# [Exercise goal]
Search the material for the string "Moreno", then show every line where it turns up.
# # # # #
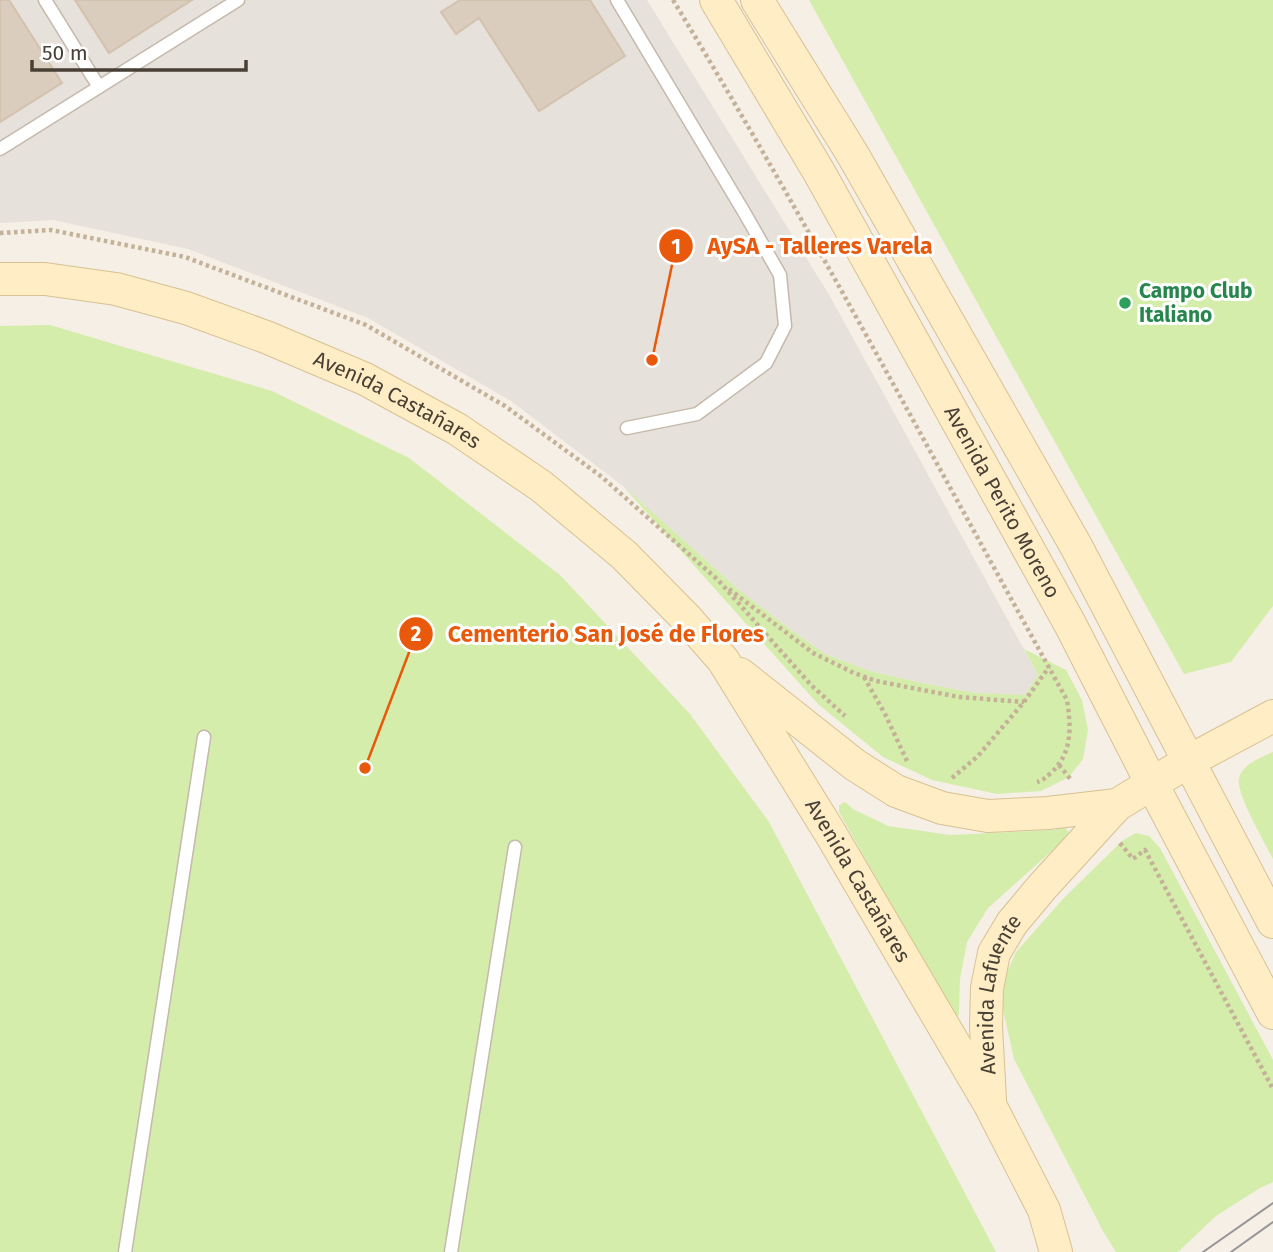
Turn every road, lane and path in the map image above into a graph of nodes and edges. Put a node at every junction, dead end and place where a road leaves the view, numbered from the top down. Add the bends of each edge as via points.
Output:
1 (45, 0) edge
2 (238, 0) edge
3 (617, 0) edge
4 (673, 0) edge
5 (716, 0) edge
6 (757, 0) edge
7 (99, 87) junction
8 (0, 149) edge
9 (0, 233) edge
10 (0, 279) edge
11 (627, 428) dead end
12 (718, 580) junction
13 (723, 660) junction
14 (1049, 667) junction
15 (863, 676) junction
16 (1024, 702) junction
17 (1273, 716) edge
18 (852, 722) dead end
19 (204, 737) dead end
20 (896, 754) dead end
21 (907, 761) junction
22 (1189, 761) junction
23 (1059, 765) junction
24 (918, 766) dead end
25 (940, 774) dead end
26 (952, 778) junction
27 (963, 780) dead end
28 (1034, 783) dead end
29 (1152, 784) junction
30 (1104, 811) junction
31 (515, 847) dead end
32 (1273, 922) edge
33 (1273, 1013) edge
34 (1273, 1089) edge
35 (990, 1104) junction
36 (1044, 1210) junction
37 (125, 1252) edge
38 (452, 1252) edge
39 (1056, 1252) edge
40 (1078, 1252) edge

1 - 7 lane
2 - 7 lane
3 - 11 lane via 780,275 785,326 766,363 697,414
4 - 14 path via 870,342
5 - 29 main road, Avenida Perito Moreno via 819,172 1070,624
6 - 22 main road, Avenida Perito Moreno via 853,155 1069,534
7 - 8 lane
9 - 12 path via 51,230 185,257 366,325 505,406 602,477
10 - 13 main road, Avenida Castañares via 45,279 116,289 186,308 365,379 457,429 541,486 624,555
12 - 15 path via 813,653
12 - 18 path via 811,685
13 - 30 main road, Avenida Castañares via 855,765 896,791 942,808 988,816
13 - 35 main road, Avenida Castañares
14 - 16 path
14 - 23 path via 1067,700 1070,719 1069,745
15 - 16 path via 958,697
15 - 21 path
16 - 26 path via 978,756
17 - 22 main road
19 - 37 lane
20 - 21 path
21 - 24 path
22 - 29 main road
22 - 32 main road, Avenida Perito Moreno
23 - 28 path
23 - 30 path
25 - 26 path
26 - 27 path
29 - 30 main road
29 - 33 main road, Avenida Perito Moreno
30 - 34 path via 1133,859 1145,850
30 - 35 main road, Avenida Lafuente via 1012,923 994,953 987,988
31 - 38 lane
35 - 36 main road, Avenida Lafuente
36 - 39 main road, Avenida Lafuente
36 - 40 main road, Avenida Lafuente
# # # # #
# [Exercise response]
5 - 29 main road, Avenida Perito Moreno via 819,172 1070,624
6 - 22 main road, Avenida Perito Moreno via 853,155 1069,534
22 - 32 main road, Avenida Perito Moreno
29 - 33 main road, Avenida Perito Moreno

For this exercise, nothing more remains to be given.